Hell, I became lazy, that school cared more about their grades than the students, and that was when I lost all motivation.
“And then I got into Med School, was respectful. Mother hated it, she wanted me to quit, she said it wasn’t a girl’s profession.” I rolled my eyes. I was quit passionate about helping people.
“Why did you quit?” asked Darius, speaking up since I started talking. My eyes searched for his.
I shrugged. “I wasn’t cut out for it.” She was right, not about the fact it was not a women’s profession. Hell it was, but you did need to be a certain person.

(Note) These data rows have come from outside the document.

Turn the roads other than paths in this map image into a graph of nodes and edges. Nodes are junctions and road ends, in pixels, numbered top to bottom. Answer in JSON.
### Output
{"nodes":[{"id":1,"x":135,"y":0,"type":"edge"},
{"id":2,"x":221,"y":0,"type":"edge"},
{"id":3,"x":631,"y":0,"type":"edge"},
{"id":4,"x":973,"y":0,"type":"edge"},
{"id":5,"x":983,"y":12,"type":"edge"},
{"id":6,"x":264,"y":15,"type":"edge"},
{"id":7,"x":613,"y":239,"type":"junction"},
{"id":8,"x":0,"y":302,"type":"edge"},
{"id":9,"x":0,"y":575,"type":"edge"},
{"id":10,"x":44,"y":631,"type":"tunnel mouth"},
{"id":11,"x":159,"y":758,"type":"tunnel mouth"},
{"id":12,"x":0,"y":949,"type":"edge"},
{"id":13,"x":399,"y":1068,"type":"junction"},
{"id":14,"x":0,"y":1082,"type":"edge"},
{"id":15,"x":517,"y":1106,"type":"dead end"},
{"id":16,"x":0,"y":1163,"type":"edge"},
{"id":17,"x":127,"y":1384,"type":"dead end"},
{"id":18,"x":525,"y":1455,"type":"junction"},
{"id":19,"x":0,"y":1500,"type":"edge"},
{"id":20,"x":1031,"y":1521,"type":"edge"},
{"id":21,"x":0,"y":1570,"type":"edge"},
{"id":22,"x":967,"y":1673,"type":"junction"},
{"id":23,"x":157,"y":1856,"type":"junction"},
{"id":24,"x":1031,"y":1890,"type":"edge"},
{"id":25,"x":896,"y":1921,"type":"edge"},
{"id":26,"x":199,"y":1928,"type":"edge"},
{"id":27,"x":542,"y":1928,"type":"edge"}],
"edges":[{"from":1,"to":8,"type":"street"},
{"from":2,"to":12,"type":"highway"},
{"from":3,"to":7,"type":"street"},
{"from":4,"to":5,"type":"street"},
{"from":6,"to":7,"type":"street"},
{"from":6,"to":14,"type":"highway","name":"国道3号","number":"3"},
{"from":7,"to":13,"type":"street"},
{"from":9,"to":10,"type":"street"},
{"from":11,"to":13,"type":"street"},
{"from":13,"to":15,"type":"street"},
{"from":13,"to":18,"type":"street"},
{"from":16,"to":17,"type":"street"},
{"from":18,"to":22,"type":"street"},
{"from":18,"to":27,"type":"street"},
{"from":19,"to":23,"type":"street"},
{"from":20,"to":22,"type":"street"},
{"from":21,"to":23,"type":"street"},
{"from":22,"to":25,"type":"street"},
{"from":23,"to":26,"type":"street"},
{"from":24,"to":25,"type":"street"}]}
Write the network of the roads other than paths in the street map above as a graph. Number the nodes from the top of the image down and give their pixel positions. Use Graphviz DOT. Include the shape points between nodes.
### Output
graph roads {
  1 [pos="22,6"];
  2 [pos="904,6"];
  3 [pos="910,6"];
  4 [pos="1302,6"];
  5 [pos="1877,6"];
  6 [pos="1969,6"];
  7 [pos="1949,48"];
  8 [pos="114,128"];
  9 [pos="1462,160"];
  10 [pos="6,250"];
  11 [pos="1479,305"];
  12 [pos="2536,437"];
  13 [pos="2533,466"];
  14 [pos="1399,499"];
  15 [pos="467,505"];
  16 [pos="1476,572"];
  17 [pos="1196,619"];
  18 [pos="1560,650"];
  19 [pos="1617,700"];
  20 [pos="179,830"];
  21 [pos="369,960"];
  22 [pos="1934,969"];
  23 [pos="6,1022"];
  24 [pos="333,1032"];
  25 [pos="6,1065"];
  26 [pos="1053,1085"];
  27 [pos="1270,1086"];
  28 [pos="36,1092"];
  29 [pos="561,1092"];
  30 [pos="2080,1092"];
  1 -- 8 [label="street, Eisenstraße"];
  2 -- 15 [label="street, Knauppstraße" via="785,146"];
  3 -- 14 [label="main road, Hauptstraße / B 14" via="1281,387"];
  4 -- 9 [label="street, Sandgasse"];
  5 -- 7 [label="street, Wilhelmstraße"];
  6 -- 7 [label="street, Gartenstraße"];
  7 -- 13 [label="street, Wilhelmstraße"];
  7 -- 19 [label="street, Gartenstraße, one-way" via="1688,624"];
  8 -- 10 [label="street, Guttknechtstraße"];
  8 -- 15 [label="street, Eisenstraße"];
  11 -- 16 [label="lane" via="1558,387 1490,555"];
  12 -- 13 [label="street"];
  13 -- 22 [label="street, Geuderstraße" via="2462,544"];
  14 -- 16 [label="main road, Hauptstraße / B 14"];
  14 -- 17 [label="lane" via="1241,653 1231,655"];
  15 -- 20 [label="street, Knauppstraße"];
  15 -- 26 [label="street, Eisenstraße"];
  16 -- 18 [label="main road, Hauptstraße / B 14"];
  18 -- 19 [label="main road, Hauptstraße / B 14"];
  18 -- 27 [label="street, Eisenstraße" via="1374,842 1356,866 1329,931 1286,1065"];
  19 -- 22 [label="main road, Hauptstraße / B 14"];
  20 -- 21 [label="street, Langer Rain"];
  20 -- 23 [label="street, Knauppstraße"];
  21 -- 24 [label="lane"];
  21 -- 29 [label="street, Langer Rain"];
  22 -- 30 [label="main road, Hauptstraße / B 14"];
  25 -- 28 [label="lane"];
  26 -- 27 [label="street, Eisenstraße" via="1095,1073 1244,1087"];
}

“It scared me. I had the power over someone else’s life. I didn’t like that, not to mention I had to deal with bones,” I said. “And touch people, ew.” Darius let out a chuckle, “Not my thing, but then I wasted so many years with that I didn’t want to go back to Uni and do another course, so I decided I would take a gap year. You know, that’s what everyone did before Uni. I didn’t so I was going to catch up.” I waved an arm and let one end of my magazine drop.
“But?” He prompted me on.
“You know.”
He shook his head. “Know what?”
I bit my lip. “Well, I really can’t go on a gap year and travel when I was meant to be getting married…to you.”
“Oh,” he said, realising what I meant.